## [What to work on]
Copy the data exactly, pictures aside.

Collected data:
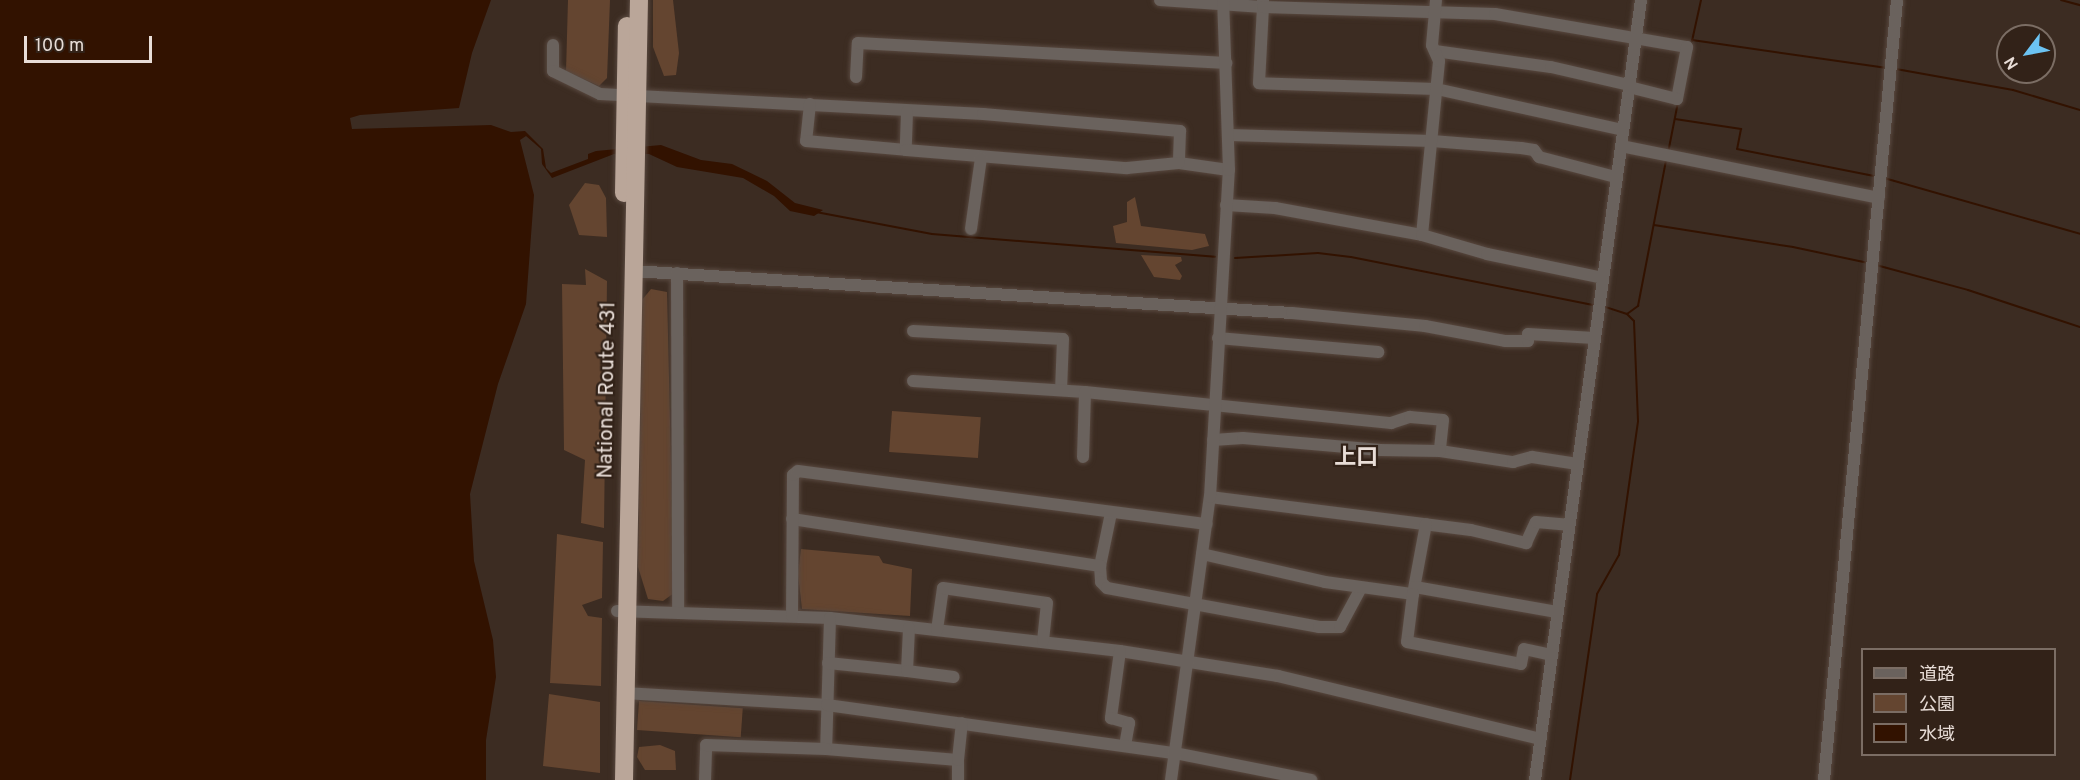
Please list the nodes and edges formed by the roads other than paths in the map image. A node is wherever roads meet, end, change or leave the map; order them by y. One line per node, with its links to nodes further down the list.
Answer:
1 (627, 0): 16 (highway, National Route 431)
2 (639, 0): 16 (highway, National Route 431)
3 (1160, 0): 6 (street)
4 (1641, 0): 9 (street)
5 (1897, 0): 29 (street)
6 (1223, 2): 7 (street); 12 (street)
7 (1263, 4): 8 (street); 15 (street)
8 (1435, 6): 9 (street); 11 (street)
9 (1636, 38): 14 (street); 14 (street)
10 (553, 45): 16 (street)
11 (1435, 51): 14 (street); 15 (street)
12 (1226, 63): 13 (street); 20 (street)
13 (856, 77)
14 (1629, 86): 19 (street)
15 (1436, 89): 19 (street); 21 (street)
16 (632, 94): 17 (street); 23 (highway, National Route 431)
17 (810, 104): 18 (street); 24 (street)
18 (907, 112): 24 (street); 26 (street)
19 (1623, 130): 22 (street)
20 (1229, 135): 21 (street); 27 (street)
21 (1432, 141): 28 (street); 32 (street)
22 (1621, 146): 28 (street); 29 (street)
23 (631, 149): 33 (highway, National Route 431); 60 (highway, National Route 431)
24 (906, 150): 25 (street)
25 (981, 158): 26 (street); 31 (street)
26 (1179, 163): 27 (street)
27 (1229, 170): 30 (street)
28 (1615, 177): 35 (street)
29 (1879, 198): 88 (street)
30 (1227, 205): 32 (street); 36 (street)
31 (971, 229)
32 (1422, 235): 35 (street)
33 (633, 272): 34 (street); 60 (highway, National Route 431)
34 (677, 273): 36 (street); 61 (street)
35 (1603, 278): 39 (street)
36 (1220, 311): 38 (street); 39 (street)
37 (913, 330): 42 (street)
38 (1218, 338): 40 (street); 44 (street)
39 (1594, 338): 48 (street)
40 (1378, 352)
41 (913, 381): 42 (street)
42 (1061, 390): 43 (street)
43 (1085, 392): 44 (street); 47 (street)
44 (1216, 406): 45 (street); 46 (street)
45 (1213, 440): 46 (street); 49 (street)
46 (1440, 451): 48 (street)
47 (1083, 457)
48 (1577, 464): 54 (street)
49 (1210, 497): 52 (street); 53 (street)
50 (1111, 513): 51 (street); 52 (street); 56 (street)
51 (792, 519): 56 (street); 63 (street)
52 (1207, 524): 55 (street)
53 (1426, 524): 54 (street); 58 (street)
54 (1568, 525): 62 (street)
55 (1202, 554): 57 (street); 59 (street)
56 (1100, 566): 59 (street)
57 (1361, 588): 58 (street); 59 (street)
58 (1414, 590): 62 (street); 69 (street)
59 (1196, 602): 70 (street)
60 (622, 611): 61 (street); 74 (highway, National Route 431); 82 (highway, National Route 431)
61 (678, 612): 63 (street)
62 (1557, 612): 69 (street)
63 (792, 616): 64 (street)
64 (830, 618): 65 (street); 71 (street)
65 (909, 628): 66 (street); 72 (street)
66 (937, 630): 67 (street); 67 (street)
67 (1043, 641): 68 (street)
68 (1120, 651): 70 (street); 78 (street)
69 (1552, 655): 77 (street)
70 (1188, 660): 77 (street); 80 (street)
71 (828, 663): 72 (street); 75 (street)
72 (907, 671): 73 (street)
73 (954, 677)
74 (626, 693): 75 (street); 82 (highway, National Route 431)
75 (827, 705): 76 (street); 79 (street)
76 (962, 723): 78 (street); 81 (street)
77 (1541, 739): 87 (street)
78 (1125, 746): 80 (street)
79 (826, 749): 81 (street); 83 (street)
80 (1175, 753): 85 (street); 86 (street)
81 (958, 760): 84 (street)
82 (625, 780)
83 (705, 780)
84 (958, 780)
85 (1171, 780)
86 (1311, 780)
87 (1535, 780)
88 (1824, 780)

## [Reply to the exercise]
Please list the nodes and edges formed by the roads other than paths in the map image. A node is wherever roads meet, end, change or leave the map; order them by y. One line per node, with its links to nodes further down the list.
Answer:
1 (627, 0): 16 (highway, National Route 431)
2 (639, 0): 16 (highway, National Route 431)
3 (1160, 0): 6 (street)
4 (1641, 0): 9 (street)
5 (1897, 0): 29 (street)
6 (1223, 2): 7 (street); 12 (street)
7 (1263, 4): 8 (street); 15 (street)
8 (1435, 6): 9 (street); 11 (street)
9 (1636, 38): 14 (street); 14 (street)
10 (553, 45): 16 (street)
11 (1435, 51): 14 (street); 15 (street)
12 (1226, 63): 13 (street); 20 (street)
13 (856, 77)
14 (1629, 86): 19 (street)
15 (1436, 89): 19 (street); 21 (street)
16 (632, 94): 17 (street); 23 (highway, National Route 431)
17 (810, 104): 18 (street); 24 (street)
18 (907, 112): 24 (street); 26 (street)
19 (1623, 130): 22 (street)
20 (1229, 135): 21 (street); 27 (street)
21 (1432, 141): 28 (street); 32 (street)
22 (1621, 146): 28 (street); 29 (street)
23 (631, 149): 33 (highway, National Route 431); 60 (highway, National Route 431)
24 (906, 150): 25 (street)
25 (981, 158): 26 (street); 31 (street)
26 (1179, 163): 27 (street)
27 (1229, 170): 30 (street)
28 (1615, 177): 35 (street)
29 (1879, 198): 88 (street)
30 (1227, 205): 32 (street); 36 (street)
31 (971, 229)
32 (1422, 235): 35 (street)
33 (633, 272): 34 (street); 60 (highway, National Route 431)
34 (677, 273): 36 (street); 61 (street)
35 (1603, 278): 39 (street)
36 (1220, 311): 38 (street); 39 (street)
37 (913, 330): 42 (street)
38 (1218, 338): 40 (street); 44 (street)
39 (1594, 338): 48 (street)
40 (1378, 352)
41 (913, 381): 42 (street)
42 (1061, 390): 43 (street)
43 (1085, 392): 44 (street); 47 (street)
44 (1216, 406): 45 (street); 46 (street)
45 (1213, 440): 46 (street); 49 (street)
46 (1440, 451): 48 (street)
47 (1083, 457)
48 (1577, 464): 54 (street)
49 (1210, 497): 52 (street); 53 (street)
50 (1111, 513): 51 (street); 52 (street); 56 (street)
51 (792, 519): 56 (street); 63 (street)
52 (1207, 524): 55 (street)
53 (1426, 524): 54 (street); 58 (street)
54 (1568, 525): 62 (street)
55 (1202, 554): 57 (street); 59 (street)
56 (1100, 566): 59 (street)
57 (1361, 588): 58 (street); 59 (street)
58 (1414, 590): 62 (street); 69 (street)
59 (1196, 602): 70 (street)
60 (622, 611): 61 (street); 74 (highway, National Route 431); 82 (highway, National Route 431)
61 (678, 612): 63 (street)
62 (1557, 612): 69 (street)
63 (792, 616): 64 (street)
64 (830, 618): 65 (street); 71 (street)
65 (909, 628): 66 (street); 72 (street)
66 (937, 630): 67 (street); 67 (street)
67 (1043, 641): 68 (street)
68 (1120, 651): 70 (street); 78 (street)
69 (1552, 655): 77 (street)
70 (1188, 660): 77 (street); 80 (street)
71 (828, 663): 72 (street); 75 (street)
72 (907, 671): 73 (street)
73 (954, 677)
74 (626, 693): 75 (street); 82 (highway, National Route 431)
75 (827, 705): 76 (street); 79 (street)
76 (962, 723): 78 (street); 81 (street)
77 (1541, 739): 87 (street)
78 (1125, 746): 80 (street)
79 (826, 749): 81 (street); 83 (street)
80 (1175, 753): 85 (street); 86 (street)
81 (958, 760): 84 (street)
82 (625, 780)
83 (705, 780)
84 (958, 780)
85 (1171, 780)
86 (1311, 780)
87 (1535, 780)
88 (1824, 780)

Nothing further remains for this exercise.